En lugar de encontrar resistencias que pudieran inquietarle sobre la deriva de su mundo
y alertarle sobre las frustraciones que le esperan, los poderes establecidos le dan toda
clase de facilidades para que pueda seguir anclado en su edad y eludir cualquier
esfuerzo, disciplina, sacrificio de gratificaciones inmediatas... Las malas noticias que
nos llegan con frecuencia del mundo joven, expulsando a las buenas -que las hay-,
obtienen en seguida honores de portada: fracaso escolar, desapego a la lectura,
sustitución de valores probados por efímeras novedades, conductas incívicas,
vandalismo callejero, consumo de drogas -3.000 policías a las puertas de los colegios
para protegerles de su debilidad-, violencia contra indigentes, contra paseantes
desconocidos o contra sus propios padres -más de 5.500 padres habían denunciado a sus
hijos en España entre enero y septiembre de 2005 por malos tratos en el ámbito
familiar-.
¿No es todo ello la cosecha de tempestades cuyos vientos sembramos? Hace tiempo que
al joven, iniciándosele ya en la infancia, se le prepara para ser un compulsivo
consumidor de no importa qué. Su formación como tal corre a cargo de nutridos
ejércitos de publicitarios, creadores de imagen, psicólogos, sociólogos e ideólogos de
las bondades económicas e igualitarias del consumismo. La mejor divisa de la víctima
consentida es el vibrante eslogan de unos grandes almacenes: "¡Me lo llevo!".
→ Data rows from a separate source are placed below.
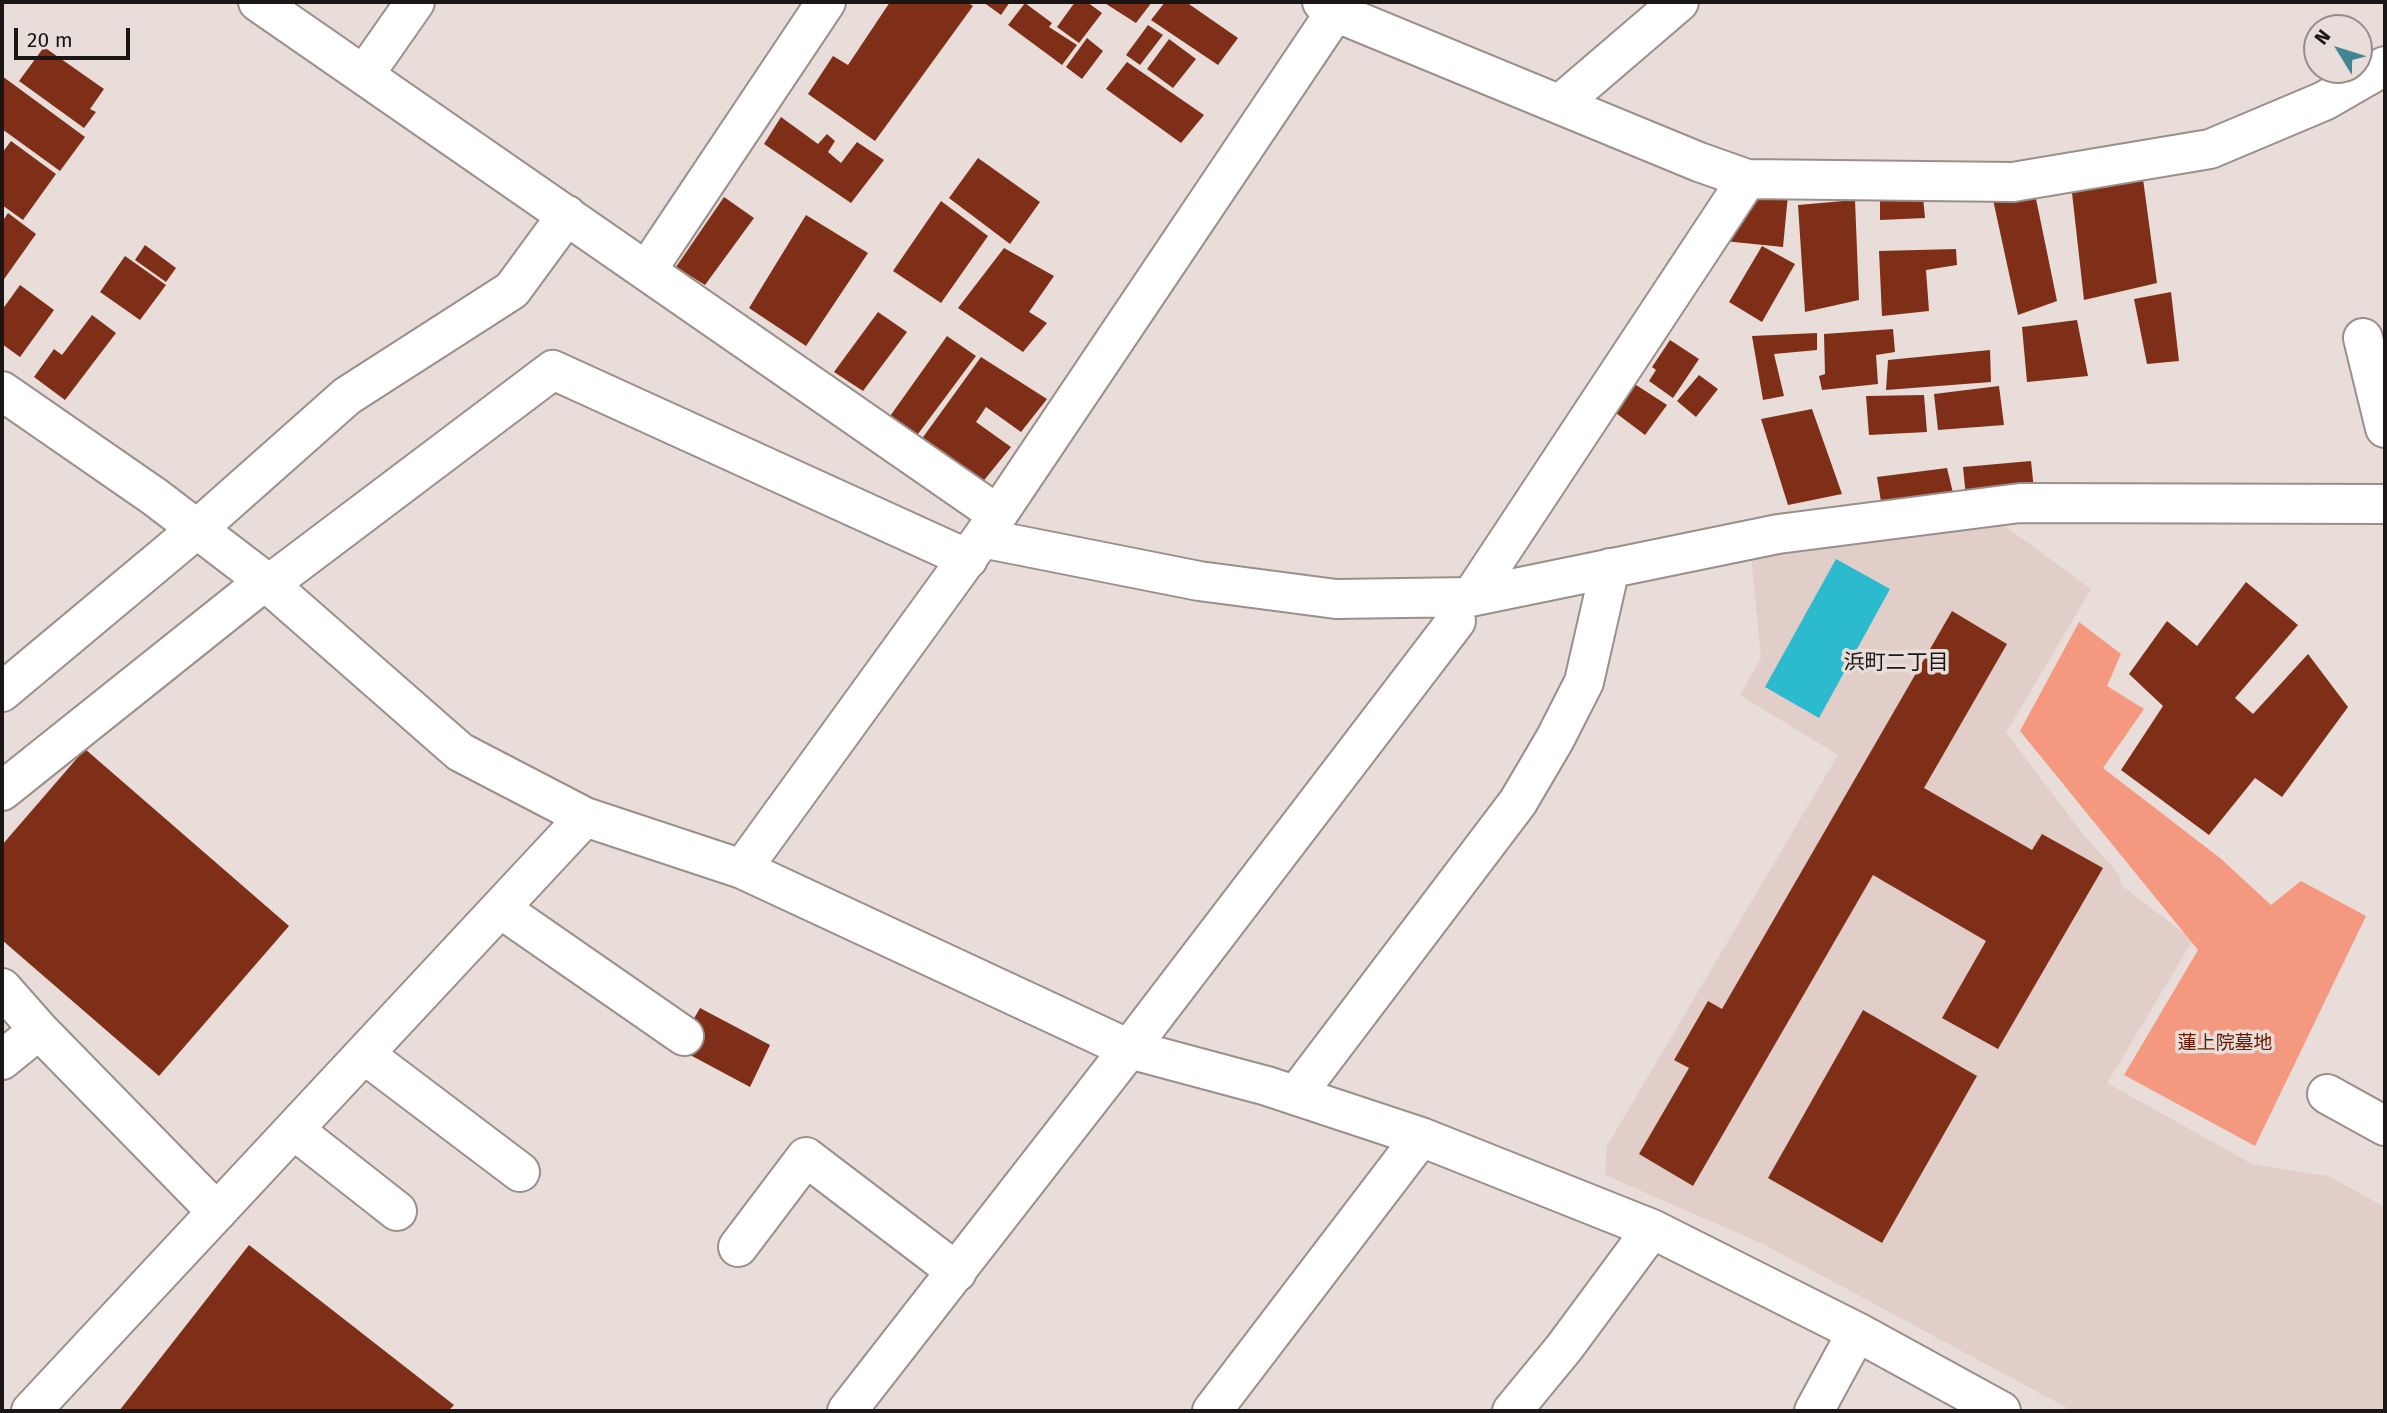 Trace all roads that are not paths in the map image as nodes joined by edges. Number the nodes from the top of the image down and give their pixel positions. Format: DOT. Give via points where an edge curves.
graph roads {
  1 [pos="258,2"];
  2 [pos="415,2"];
  3 [pos="826,2"];
  4 [pos="1679,2"];
  5 [pos="1333,5"];
  6 [pos="2385,66"];
  7 [pos="364,75"];
  8 [pos="1560,104"];
  9 [pos="1746,179"];
  10 [pos="567,215"];
  11 [pos="647,270"];
  12 [pos="2364,338"];
  13 [pos="2,391"];
  14 [pos="2385,428"];
  15 [pos="2385,504"];
  16 [pos="197,529"];
  17 [pos="982,537"];
  18 [pos="1610,568"];
  19 [pos="266,583"];
  20 [pos="1463,609"];
  21 [pos="2,692"];
  22 [pos="2,792"];
  23 [pos="585,817"];
  24 [pos="742,870"];
  25 [pos="501,909"];
  26 [pos="2,988"];
  27 [pos="39,1030"];
  28 [pos="684,1037"];
  29 [pos="1129,1049"];
  30 [pos="365,1054"];
  31 [pos="2,1060"];
  32 [pos="2327,1094"];
  33 [pos="1296,1095"];
  34 [pos="2385,1126"];
  35 [pos="294,1129"];
  36 [pos="1421,1137"];
  37 [pos="520,1172"];
  38 [pos="397,1211"];
  39 [pos="217,1212"];
  40 [pos="1652,1228"];
  41 [pos="738,1247"];
  42 [pos="957,1272"];
  43 [pos="1857,1332"];
  44 [pos="31,1411"];
  45 [pos="848,1411"];
  46 [pos="1212,1411"];
  47 [pos="1512,1411"];
  48 [pos="1814,1411"];
  49 [pos="2001,1411"];
  1 -- 7 [label="street"];
  2 -- 7 [label="street"];
  3 -- 11 [label="street"];
  4 -- 8 [label="street"];
  5 -- 8 [label="street"];
  5 -- 17 [label="street"];
  6 -- 9 [label="street" via="2324,101 2210,149 2013,182"];
  7 -- 10 [label="street"];
  8 -- 9 [label="street"];
  9 -- 20 [label="street"];
  10 -- 11 [label="street"];
  10 -- 16 [label="street" via="512,290 347,396"];
  11 -- 17 [label="street"];
  12 -- 14 [label="street"];
  13 -- 16 [label="street"];
  15 -- 18 [label="street" via="2020,503 1778,534"];
  16 -- 19 [label="street"];
  16 -- 21 [label="street"];
  17 -- 19 [label="street" via="553,370"];
  17 -- 20 [label="street" via="1199,582"];
  17 -- 24 [label="street"];
  18 -- 20 [label="street"];
  18 -- 33 [label="street" via="1584,682 1518,802"];
  19 -- 22 [label="street"];
  19 -- 23 [label="street" via="460,752"];
  20 -- 29 [label="street"];
  23 -- 24 [label="street"];
  23 -- 25 [label="street"];
  24 -- 29 [label="street"];
  25 -- 28 [label="street"];
  25 -- 30 [label="street"];
  26 -- 27 [label="street"];
  27 -- 31 [label="street"];
  27 -- 39 [label="street"];
  29 -- 33 [label="street"];
  29 -- 42 [label="street"];
  30 -- 35 [label="street"];
  30 -- 37 [label="street"];
  32 -- 34 [label="street"];
  33 -- 36 [label="street"];
  35 -- 38 [label="street"];
  35 -- 39 [label="street"];
  36 -- 40 [label="street"];
  36 -- 46 [label="street"];
  39 -- 44 [label="street"];
  40 -- 43 [label="street"];
  40 -- 47 [label="street"];
  41 -- 42 [label="street" via="806,1157"];
  42 -- 45 [label="street"];
  43 -- 48 [label="street"];
  43 -- 49 [label="street"];
}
¿Podrán ser buenos ciudadanos de una sociedad a la que urge profundizar su
democracia y reducir sus desigualdades los miembros de ese pueblo joven? ¿Qué futuro
pretenderán cuando generacionalmente les llegue el turno de gobernar, cuando la
sociedad entera dependa exclusivamente de sus iniciativas? ¿Podrán competir como
gestores o como productores con los esforzados y ambiciosos naturales de los países
emergentes? En lugar de contarnos reputados ensayistas tantas lindezas sobre la
emancipación del mundo joven -más ilusoria que real, pues en lo material la mayoría de
los jóvenes siguen dependiendo de sus padres- , su realización por el consumo, su
creación permanente de posmodernidad, deberían afanarse por encontrar respuestas
convincentes a esas y a otras cuestiones conexas.